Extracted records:
***
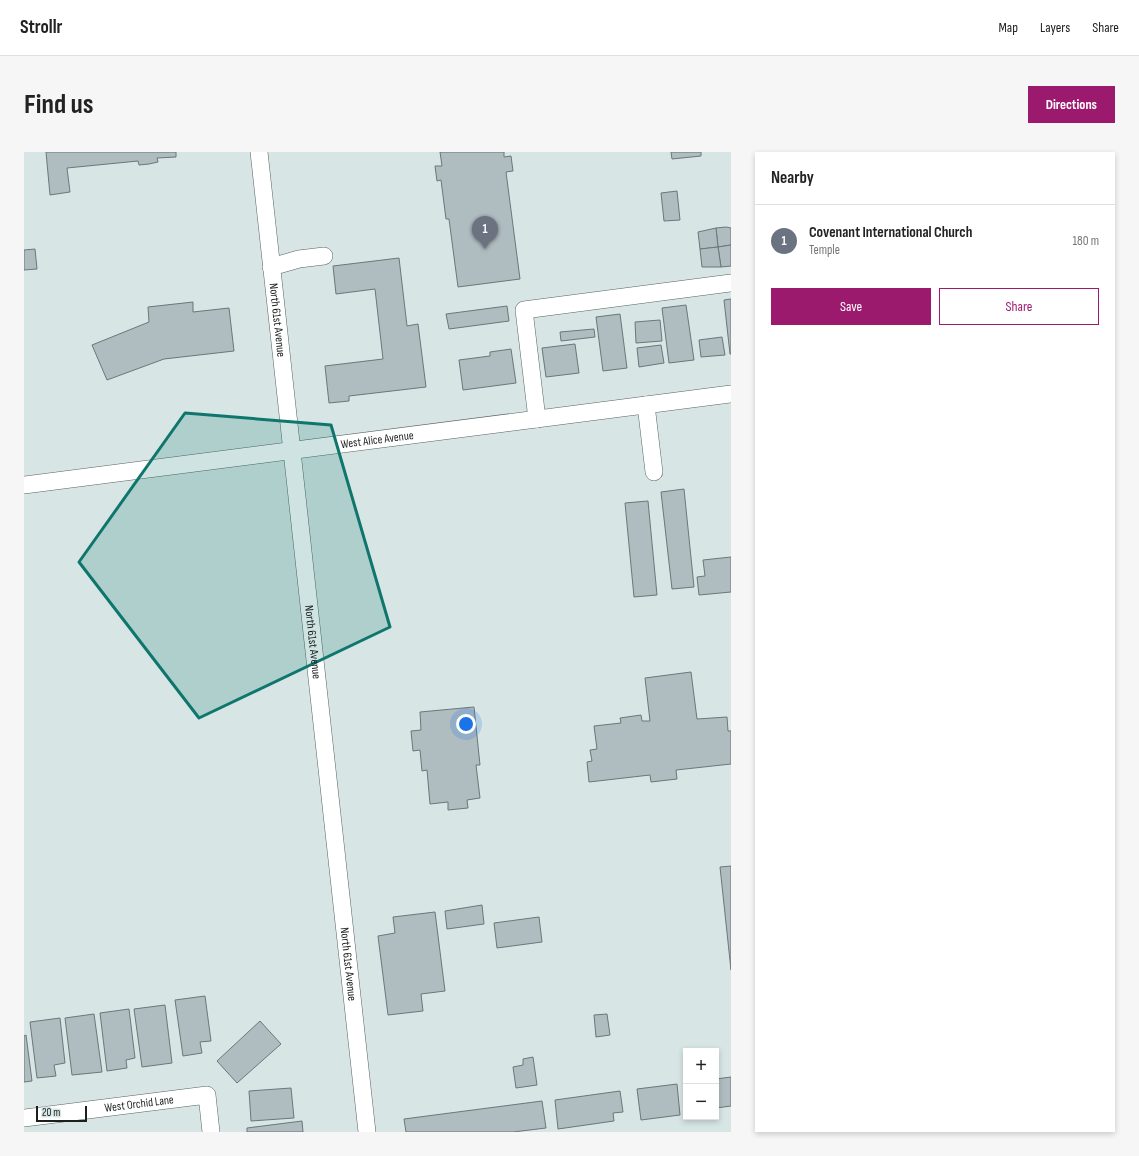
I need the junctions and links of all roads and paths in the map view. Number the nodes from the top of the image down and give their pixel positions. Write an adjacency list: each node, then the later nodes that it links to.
1 (259, 152): 3 (street, North 61st Avenue)
2 (324, 256): 3 (street)
3 (272, 268): 8 (street, North 61st Avenue)
4 (731, 283): 7 (street)
5 (731, 394): 6 (street, West Alice Avenue)
6 (646, 404): 7 (street, West Alice Avenue); 9 (street)
7 (537, 419): 8 (street, West Alice Avenue)
8 (291, 451): 10 (street, West Alice Avenue); 13 (street, North 61st Avenue)
9 (654, 472)
10 (24, 485)
11 (24, 1118): 12 (street, West Orchid Lane)
12 (211, 1132)
13 (366, 1132)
***
→ TASK TO COMPLETE: Write out every entry again word for word, without any of the pictures.

→ ANSWER TO THIS EXERCISE:
I need the junctions and links of all roads and paths in the map view. Number the nodes from the top of the image down and give their pixel positions. Write an adjacency list: each node, then the later nodes that it links to.
1 (259, 152): 3 (street, North 61st Avenue)
2 (324, 256): 3 (street)
3 (272, 268): 8 (street, North 61st Avenue)
4 (731, 283): 7 (street)
5 (731, 394): 6 (street, West Alice Avenue)
6 (646, 404): 7 (street, West Alice Avenue); 9 (street)
7 (537, 419): 8 (street, West Alice Avenue)
8 (291, 451): 10 (street, West Alice Avenue); 13 (street, North 61st Avenue)
9 (654, 472)
10 (24, 485)
11 (24, 1118): 12 (street, West Orchid Lane)
12 (211, 1132)
13 (366, 1132)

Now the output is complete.